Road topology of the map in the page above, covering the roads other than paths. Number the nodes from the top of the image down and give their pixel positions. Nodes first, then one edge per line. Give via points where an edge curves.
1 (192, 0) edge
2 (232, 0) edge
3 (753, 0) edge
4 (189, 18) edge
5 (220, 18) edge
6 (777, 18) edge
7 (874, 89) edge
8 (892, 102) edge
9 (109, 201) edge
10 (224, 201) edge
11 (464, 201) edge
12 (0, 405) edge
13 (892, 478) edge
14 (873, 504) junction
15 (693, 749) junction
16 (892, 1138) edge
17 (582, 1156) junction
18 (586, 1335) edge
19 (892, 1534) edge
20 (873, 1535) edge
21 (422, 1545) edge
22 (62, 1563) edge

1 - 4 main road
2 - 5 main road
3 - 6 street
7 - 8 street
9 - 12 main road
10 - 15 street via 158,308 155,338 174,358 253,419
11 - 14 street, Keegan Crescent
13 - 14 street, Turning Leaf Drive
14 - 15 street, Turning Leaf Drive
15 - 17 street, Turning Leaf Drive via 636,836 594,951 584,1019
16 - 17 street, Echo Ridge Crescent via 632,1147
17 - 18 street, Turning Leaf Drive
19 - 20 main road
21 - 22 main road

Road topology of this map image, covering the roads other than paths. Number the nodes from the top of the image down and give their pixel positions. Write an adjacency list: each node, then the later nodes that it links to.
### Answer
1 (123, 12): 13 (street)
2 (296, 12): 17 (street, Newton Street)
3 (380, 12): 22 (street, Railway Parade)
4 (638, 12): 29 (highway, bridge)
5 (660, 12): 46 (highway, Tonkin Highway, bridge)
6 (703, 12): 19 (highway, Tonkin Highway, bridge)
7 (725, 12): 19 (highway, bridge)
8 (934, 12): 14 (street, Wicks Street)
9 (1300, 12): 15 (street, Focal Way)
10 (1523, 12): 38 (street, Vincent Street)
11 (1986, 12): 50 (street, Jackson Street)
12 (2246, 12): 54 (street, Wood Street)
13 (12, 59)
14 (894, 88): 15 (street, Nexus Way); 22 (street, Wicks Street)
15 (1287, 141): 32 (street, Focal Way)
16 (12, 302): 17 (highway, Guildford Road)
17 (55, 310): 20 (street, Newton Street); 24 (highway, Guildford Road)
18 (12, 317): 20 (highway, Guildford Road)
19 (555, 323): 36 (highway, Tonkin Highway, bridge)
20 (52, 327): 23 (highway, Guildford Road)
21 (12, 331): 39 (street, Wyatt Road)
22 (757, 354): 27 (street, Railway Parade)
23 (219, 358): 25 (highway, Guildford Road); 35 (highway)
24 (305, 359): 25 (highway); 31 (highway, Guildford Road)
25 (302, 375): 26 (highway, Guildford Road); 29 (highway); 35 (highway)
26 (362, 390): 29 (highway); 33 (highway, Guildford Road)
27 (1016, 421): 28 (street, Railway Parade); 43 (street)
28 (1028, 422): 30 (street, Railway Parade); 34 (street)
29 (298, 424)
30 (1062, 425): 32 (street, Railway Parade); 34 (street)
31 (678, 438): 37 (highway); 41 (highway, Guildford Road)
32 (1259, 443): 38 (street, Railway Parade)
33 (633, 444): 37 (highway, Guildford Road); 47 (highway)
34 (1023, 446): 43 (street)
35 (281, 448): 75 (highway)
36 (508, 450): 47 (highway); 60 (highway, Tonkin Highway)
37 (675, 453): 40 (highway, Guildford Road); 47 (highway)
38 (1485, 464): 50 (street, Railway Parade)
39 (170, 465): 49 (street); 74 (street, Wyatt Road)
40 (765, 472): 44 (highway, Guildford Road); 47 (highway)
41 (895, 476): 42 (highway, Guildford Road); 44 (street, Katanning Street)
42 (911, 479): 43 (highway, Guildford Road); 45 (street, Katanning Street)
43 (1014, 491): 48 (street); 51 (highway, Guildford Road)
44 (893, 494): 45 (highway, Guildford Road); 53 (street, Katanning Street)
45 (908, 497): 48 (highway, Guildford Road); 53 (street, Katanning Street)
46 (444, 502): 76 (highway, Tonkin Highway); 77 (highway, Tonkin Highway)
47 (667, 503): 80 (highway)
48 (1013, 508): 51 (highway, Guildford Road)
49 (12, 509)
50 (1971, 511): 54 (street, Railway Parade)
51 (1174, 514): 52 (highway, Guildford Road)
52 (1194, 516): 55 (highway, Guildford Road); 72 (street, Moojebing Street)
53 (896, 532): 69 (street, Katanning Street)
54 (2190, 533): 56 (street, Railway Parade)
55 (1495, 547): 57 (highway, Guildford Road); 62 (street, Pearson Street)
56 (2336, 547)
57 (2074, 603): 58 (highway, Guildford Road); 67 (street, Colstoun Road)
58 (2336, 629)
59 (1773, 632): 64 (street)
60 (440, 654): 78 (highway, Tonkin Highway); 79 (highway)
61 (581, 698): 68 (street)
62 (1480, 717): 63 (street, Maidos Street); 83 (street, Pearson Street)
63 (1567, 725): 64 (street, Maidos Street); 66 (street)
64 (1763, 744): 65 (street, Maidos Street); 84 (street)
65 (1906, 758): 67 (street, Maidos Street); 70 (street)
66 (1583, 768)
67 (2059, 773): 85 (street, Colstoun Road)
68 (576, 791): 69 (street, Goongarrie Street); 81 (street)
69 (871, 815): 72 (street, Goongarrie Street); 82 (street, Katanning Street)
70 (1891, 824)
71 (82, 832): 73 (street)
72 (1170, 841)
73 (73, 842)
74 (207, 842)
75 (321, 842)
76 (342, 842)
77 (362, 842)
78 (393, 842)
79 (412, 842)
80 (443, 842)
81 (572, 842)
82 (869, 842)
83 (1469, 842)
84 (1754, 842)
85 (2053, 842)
===============
§ TASK BRIEF:
Show every line from the entries above in which "Maidos" appears.

§ REPLY:
62 (1480, 717): 63 (street, Maidos Street); 83 (street, Pearson Street)
63 (1567, 725): 64 (street, Maidos Street); 66 (street)
64 (1763, 744): 65 (street, Maidos Street); 84 (street)
65 (1906, 758): 67 (street, Maidos Street); 70 (street)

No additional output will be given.